▶ Records provided

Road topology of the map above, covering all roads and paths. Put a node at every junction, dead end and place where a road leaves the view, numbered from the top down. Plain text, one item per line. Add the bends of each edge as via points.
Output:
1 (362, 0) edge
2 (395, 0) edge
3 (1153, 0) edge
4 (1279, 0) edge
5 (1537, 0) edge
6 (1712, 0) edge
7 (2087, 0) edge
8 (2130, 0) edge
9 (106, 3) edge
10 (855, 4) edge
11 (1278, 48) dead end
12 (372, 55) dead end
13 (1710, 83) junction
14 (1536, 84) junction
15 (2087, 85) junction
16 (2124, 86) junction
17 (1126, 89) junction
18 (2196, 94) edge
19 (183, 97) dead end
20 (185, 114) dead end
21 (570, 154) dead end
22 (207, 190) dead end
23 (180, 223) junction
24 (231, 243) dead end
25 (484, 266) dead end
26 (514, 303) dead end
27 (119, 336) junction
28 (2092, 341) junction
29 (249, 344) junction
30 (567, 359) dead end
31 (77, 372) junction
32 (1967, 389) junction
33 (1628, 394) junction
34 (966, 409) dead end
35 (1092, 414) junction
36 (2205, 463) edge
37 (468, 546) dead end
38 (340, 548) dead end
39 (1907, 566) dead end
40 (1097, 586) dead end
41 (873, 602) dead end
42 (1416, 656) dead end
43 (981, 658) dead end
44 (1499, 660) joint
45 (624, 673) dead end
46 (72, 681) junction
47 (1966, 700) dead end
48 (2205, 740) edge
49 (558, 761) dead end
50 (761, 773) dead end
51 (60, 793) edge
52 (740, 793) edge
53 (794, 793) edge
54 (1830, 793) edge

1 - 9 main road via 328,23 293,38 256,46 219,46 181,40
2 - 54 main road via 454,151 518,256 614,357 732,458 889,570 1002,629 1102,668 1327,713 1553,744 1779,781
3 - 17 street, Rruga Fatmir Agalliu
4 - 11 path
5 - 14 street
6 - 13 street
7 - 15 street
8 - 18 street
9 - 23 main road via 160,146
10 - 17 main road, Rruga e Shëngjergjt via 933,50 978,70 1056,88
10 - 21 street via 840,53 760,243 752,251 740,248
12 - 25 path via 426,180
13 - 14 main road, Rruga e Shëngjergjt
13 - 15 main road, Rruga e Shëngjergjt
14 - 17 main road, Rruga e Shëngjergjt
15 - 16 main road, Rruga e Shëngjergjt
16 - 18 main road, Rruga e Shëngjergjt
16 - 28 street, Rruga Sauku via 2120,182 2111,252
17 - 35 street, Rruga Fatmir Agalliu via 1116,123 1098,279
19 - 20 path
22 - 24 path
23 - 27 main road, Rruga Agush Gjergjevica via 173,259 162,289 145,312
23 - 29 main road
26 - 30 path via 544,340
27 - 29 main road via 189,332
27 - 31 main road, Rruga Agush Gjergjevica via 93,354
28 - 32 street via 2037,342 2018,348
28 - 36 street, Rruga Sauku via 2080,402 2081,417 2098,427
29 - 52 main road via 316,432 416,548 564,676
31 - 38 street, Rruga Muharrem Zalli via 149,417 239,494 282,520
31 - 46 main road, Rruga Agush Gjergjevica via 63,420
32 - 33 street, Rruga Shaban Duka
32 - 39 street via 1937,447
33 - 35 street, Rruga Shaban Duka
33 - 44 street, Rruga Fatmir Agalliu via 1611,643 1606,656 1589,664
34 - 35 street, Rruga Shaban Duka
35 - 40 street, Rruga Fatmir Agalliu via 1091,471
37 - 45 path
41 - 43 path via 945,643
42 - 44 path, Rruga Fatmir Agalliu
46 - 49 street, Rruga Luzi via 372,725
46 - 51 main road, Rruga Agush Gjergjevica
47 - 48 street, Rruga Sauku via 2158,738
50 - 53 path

* * *

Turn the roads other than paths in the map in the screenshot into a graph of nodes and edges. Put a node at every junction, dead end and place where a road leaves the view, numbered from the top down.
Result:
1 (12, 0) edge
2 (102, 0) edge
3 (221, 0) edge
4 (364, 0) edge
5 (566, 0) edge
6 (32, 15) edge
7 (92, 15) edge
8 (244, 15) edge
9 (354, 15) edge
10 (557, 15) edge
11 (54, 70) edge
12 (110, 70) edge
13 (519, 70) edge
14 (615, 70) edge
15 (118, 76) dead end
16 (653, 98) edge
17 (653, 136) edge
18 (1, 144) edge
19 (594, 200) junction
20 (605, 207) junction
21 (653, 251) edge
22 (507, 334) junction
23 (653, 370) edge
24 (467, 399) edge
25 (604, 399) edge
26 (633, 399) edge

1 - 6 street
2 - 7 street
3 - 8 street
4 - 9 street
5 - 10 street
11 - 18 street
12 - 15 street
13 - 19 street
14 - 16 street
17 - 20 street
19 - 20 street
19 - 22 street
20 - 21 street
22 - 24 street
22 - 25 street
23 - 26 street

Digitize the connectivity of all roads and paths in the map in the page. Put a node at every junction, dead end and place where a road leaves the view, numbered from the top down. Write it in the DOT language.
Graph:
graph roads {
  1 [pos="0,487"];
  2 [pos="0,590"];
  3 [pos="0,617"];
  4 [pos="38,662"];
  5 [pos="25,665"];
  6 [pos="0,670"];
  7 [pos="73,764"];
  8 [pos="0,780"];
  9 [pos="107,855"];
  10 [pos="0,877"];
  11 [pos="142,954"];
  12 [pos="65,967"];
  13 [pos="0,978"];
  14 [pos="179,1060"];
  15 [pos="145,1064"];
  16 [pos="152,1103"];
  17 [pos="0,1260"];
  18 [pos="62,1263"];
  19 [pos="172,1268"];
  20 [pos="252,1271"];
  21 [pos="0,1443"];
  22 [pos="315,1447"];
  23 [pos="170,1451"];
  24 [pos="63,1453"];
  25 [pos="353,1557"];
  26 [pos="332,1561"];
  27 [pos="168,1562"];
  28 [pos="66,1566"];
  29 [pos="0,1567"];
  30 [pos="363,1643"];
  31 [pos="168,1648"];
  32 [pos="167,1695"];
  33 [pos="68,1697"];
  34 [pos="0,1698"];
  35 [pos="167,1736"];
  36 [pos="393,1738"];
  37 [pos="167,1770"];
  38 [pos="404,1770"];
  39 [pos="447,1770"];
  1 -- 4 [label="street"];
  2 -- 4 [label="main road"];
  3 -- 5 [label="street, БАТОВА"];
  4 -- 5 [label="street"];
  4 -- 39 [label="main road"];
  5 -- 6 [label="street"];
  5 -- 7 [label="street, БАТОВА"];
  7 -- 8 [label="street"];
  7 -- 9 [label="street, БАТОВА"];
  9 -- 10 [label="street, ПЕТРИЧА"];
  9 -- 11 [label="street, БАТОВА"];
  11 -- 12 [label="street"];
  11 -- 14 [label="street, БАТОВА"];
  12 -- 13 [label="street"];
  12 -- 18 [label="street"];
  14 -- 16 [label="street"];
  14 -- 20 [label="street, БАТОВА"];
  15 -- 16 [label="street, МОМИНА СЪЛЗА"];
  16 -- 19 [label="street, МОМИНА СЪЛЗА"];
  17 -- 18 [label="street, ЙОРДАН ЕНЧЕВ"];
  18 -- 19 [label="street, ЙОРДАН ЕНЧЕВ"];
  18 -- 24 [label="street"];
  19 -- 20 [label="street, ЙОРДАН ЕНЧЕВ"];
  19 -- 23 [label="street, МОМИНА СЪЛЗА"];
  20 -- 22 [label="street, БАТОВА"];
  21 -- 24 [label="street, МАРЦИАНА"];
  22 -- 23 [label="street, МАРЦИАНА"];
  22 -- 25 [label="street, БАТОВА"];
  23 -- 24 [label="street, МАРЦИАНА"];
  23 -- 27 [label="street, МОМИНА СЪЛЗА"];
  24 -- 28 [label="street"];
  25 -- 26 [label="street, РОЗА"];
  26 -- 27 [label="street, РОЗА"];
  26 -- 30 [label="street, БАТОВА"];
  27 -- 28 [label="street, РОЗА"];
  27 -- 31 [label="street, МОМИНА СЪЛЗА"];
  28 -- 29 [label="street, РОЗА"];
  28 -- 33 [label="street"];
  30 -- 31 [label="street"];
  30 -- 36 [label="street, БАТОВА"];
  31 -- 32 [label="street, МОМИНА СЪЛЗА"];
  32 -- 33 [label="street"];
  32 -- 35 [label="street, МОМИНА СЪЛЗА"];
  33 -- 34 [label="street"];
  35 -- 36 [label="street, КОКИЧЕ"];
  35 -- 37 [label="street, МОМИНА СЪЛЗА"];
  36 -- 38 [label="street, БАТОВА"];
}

▶ Task statement
If a line in the records has the word "Agalliu", copy that line.

▶ The completed task
3 - 17 street, Rruga Fatmir Agalliu
17 - 35 street, Rruga Fatmir Agalliu via 1116,123 1098,279
33 - 44 street, Rruga Fatmir Agalliu via 1611,643 1606,656 1589,664
35 - 40 street, Rruga Fatmir Agalliu via 1091,471
42 - 44 path, Rruga Fatmir Agalliu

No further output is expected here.